> **Data to use**
※

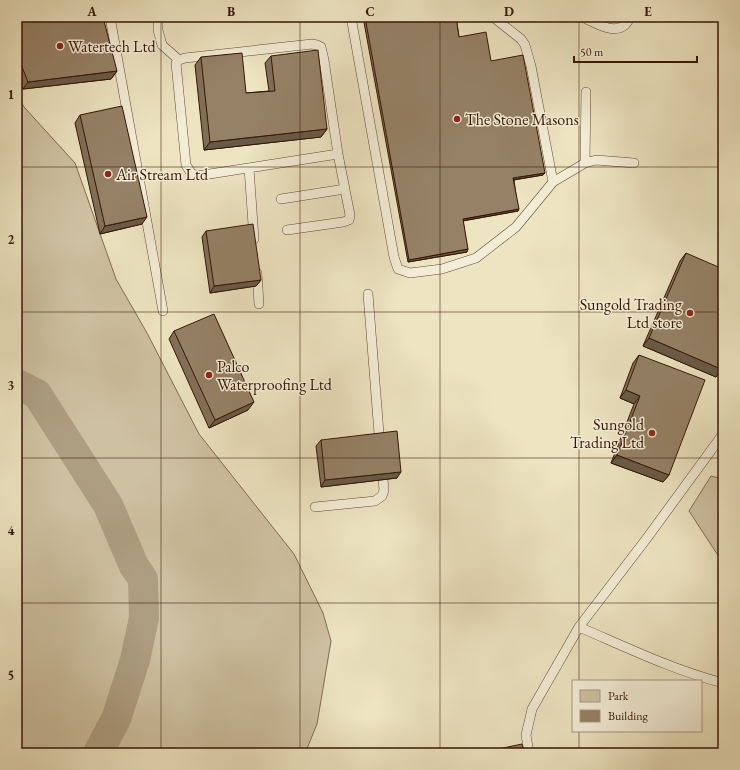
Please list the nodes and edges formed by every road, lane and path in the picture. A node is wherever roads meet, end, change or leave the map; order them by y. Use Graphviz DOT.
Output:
graph roads {
  1 [pos="110,17"];
  2 [pos="158,17"];
  3 [pos="351,17"];
  4 [pos="493,17"];
  5 [pos="582,17"];
  6 [pos="631,17"];
  7 [pos="179,60"];
  8 [pos="586,92"];
  9 [pos="338,154"];
  10 [pos="585,163"];
  11 [pos="634,163"];
  12 [pos="249,168"];
  13 [pos="553,182"];
  14 [pos="345,189"];
  15 [pos="281,199"];
  16 [pos="287,230"];
  17 [pos="255,248"];
  18 [pos="256,264"];
  19 [pos="368,294"];
  20 [pos="259,304"];
  21 [pos="163,311"];
  22 [pos="723,434"];
  23 [pos="315,507"];
  24 [pos="579,627"];
  25 [pos="723,683"];
  26 [pos="529,753"];
  1 -- 21 [label="lane"];
  2 -- 7 [label="lane"];
  3 -- 13 [label="lane"];
  4 -- 13 [label="lane"];
  5 -- 6 [label="lane"];
  7 -- 9 [label="lane"];
  7 -- 12 [label="lane"];
  8 -- 10 [label="lane"];
  9 -- 12 [label="lane"];
  9 -- 14 [label="lane"];
  10 -- 11 [label="lane"];
  10 -- 13 [label="lane"];
  12 -- 17 [label="lane"];
  14 -- 15 [label="lane"];
  14 -- 16 [label="lane"];
  18 -- 20 [label="lane"];
  19 -- 23 [label="lane"];
  22 -- 24 [label="lane"];
  24 -- 25 [label="lane"];
  24 -- 26 [label="lane"];
}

※

> **Requirement**
After you work out how many lines in the material hold the word "roads", please respond with that number alone.

> **Expected answer**
2